* **Dataset extract**
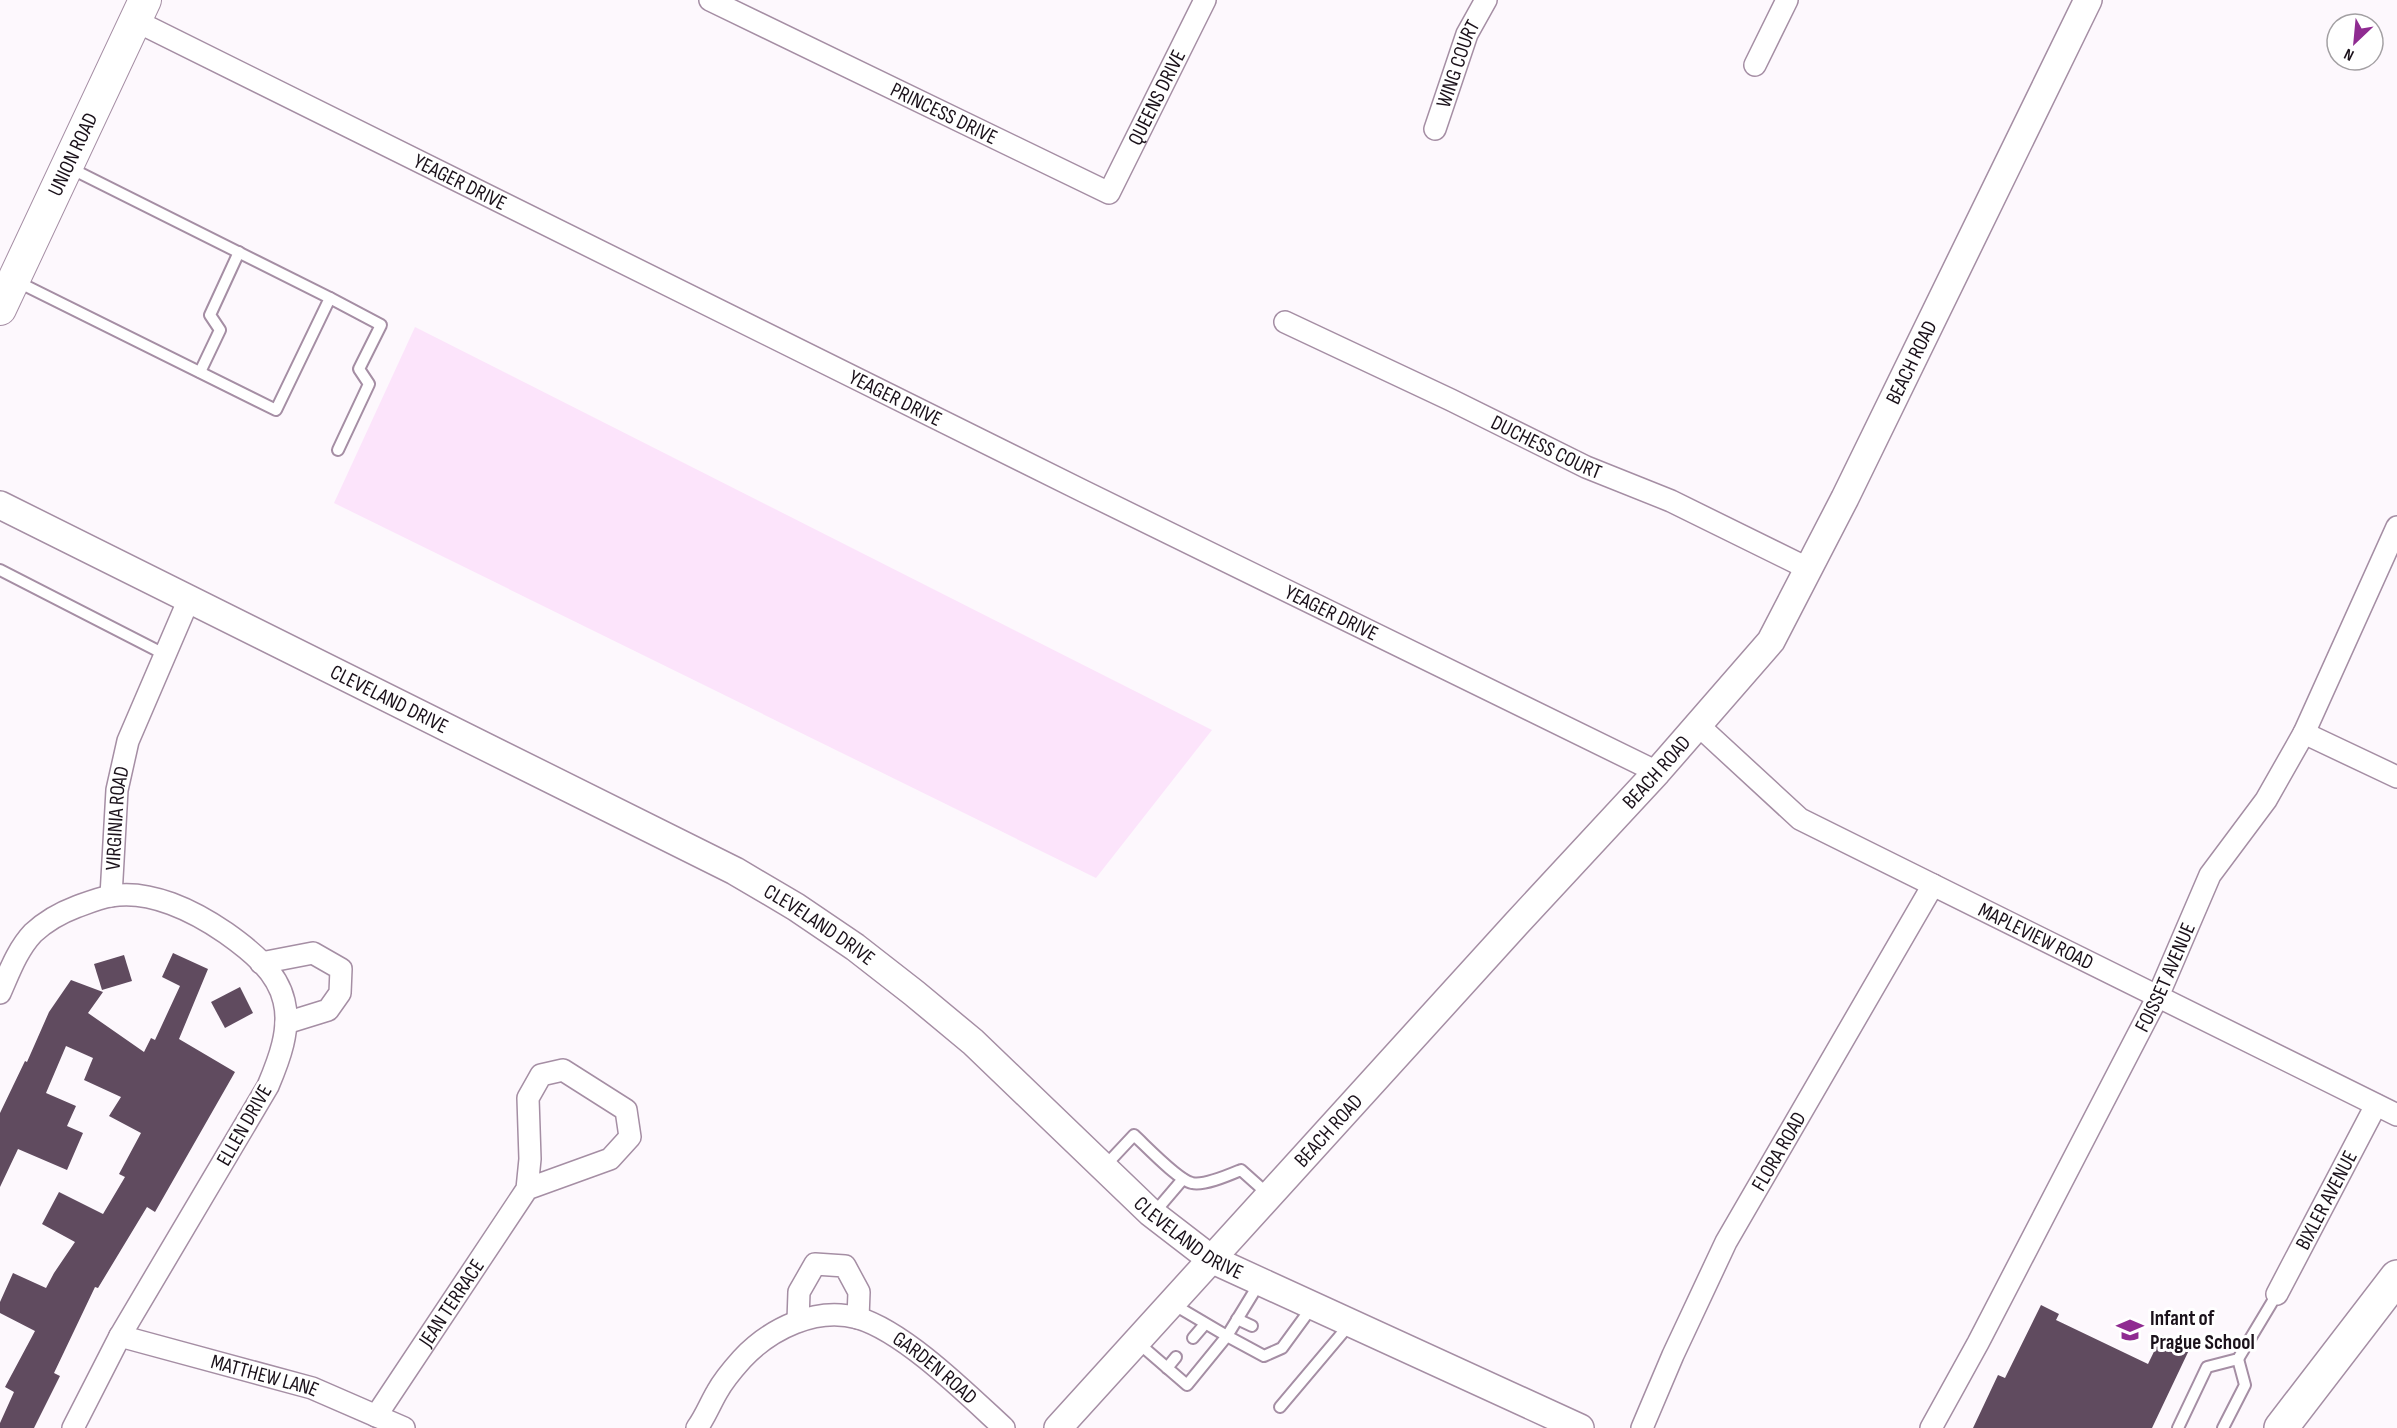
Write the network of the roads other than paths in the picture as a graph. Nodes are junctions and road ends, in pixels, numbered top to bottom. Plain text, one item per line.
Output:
1 (710, 0) edge
2 (1204, 0) edge
3 (1486, 0) edge
4 (1787, 0) edge
5 (2088, 0) edge
6 (141, 11) edge
7 (1755, 65) dead end
8 (1435, 129) dead end
9 (68, 167) junction
10 (1109, 193) joint
11 (239, 252) junction
12 (14, 280) junction
13 (330, 298) junction
14 (0, 309) edge
15 (1285, 322) dead end
16 (200, 372) junction
17 (338, 450) dead end
18 (0, 505) edge
19 (2397, 527) edge
20 (1809, 569) junction
21 (0, 570) edge
22 (189, 599) junction
23 (164, 654) junction
24 (1698, 725) junction
25 (2304, 733) junction
26 (1657, 772) junction
27 (2397, 777) edge
28 (1933, 885) junction
29 (111, 896) junction
30 (261, 963) junction
31 (0, 993) edge
32 (2158, 996) junction
33 (286, 1023) junction
34 (2376, 1105) junction
35 (2397, 1115) edge
36 (1104, 1167) junction
37 (1183, 1179) junction
38 (527, 1189) junction
39 (1269, 1195) junction
40 (1153, 1214) junction
41 (1211, 1259) junction
42 (2397, 1276) edge
43 (1260, 1282) junction
44 (2277, 1294) joint
45 (1171, 1303) junction
46 (1312, 1307) junction
47 (858, 1318) junction
48 (1237, 1319) junction
49 (798, 1321) junction
50 (1205, 1324) junction
51 (1350, 1324) junction
52 (1252, 1326) dead end
53 (120, 1336) junction
54 (1227, 1336) junction
55 (1193, 1338) dead end
56 (1136, 1341) junction
57 (1176, 1357) dead end
58 (2238, 1359) junction
59 (1167, 1368) junction
60 (1281, 1407) dead end
61 (376, 1416) junction
62 (73, 1428) edge
63 (404, 1428) edge
64 (697, 1428) edge
65 (1004, 1428) edge
66 (1058, 1428) edge
67 (1580, 1428) edge
68 (1642, 1428) edge
69 (1931, 1428) edge
70 (2178, 1428) edge
71 (2223, 1428) edge
72 (2282, 1428) edge

1 - 10 street, PRINCESS DRIVE
2 - 10 street, QUEENS DRIVE
3 - 8 street, WING COURT
4 - 7 street
5 - 20 street, BEACH ROAD
6 - 9 main road, UNION ROAD
6 - 26 street, YEAGER DRIVE
9 - 11 lane
9 - 12 main road, UNION ROAD
11 - 13 lane
11 - 16 lane
12 - 14 main road, UNION ROAD
12 - 16 lane
13 - 16 lane
13 - 17 lane
15 - 20 street, DUCHESS COURT
18 - 22 street, CLEVELAND DRIVE
19 - 25 street, FOISSET AVENUE
20 - 24 street, BEACH ROAD
21 - 23 lane
22 - 23 street, VIRGINIA ROAD
22 - 36 street, CLEVELAND DRIVE
23 - 29 street, VIRGINIA ROAD
24 - 26 street, BEACH ROAD
24 - 28 street, MAPLEVIEW ROAD
25 - 27 street
25 - 32 street, FOISSET AVENUE
26 - 39 street, BEACH ROAD
28 - 32 street, MAPLEVIEW ROAD
28 - 68 street, FLORA ROAD
29 - 30 street, ELLEN DRIVE
29 - 31 street, VIRGINIA ROAD
30 - 33 street, ELLEN DRIVE
30 - 33 street
32 - 34 street, MAPLEVIEW ROAD
32 - 69 street, FOISSET AVENUE
33 - 53 street, ELLEN DRIVE
34 - 35 street, MAPLEVIEW ROAD
34 - 44 street, BIXLER AVENUE
36 - 37 lane
36 - 40 street, CLEVELAND DRIVE
37 - 39 lane
37 - 40 lane
38 - 38 street, JEAN TERRACE
38 - 61 street, JEAN TERRACE
39 - 41 street, BEACH ROAD
40 - 41 street, CLEVELAND DRIVE
41 - 43 street, CLEVELAND DRIVE
41 - 45 street, BEACH ROAD
42 - 72 highway
43 - 46 street, CLEVELAND DRIVE
43 - 48 lane
44 - 58 lane
45 - 50 lane
45 - 56 street, BEACH ROAD
46 - 51 street, CLEVELAND DRIVE
46 - 54 lane
47 - 49 street, GARDEN ROAD
47 - 49 street
47 - 65 street, GARDEN ROAD
48 - 52 lane
48 - 54 lane
49 - 64 street, GARDEN ROAD
50 - 54 lane
50 - 55 lane
51 - 60 lane
51 - 67 street, CLEVELAND DRIVE
53 - 61 street, MATTHEW LANE
53 - 62 street, ELLEN DRIVE
54 - 59 lane
56 - 59 lane
56 - 66 street, BEACH ROAD
57 - 59 lane
58 - 70 lane
58 - 71 lane
61 - 63 street, MATTHEW LANE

* **What you will do**
All lines from the listing above that include "VIRGINIA" should be shown.

* **Exercise answer**
22 - 23 street, VIRGINIA ROAD
23 - 29 street, VIRGINIA ROAD
29 - 31 street, VIRGINIA ROAD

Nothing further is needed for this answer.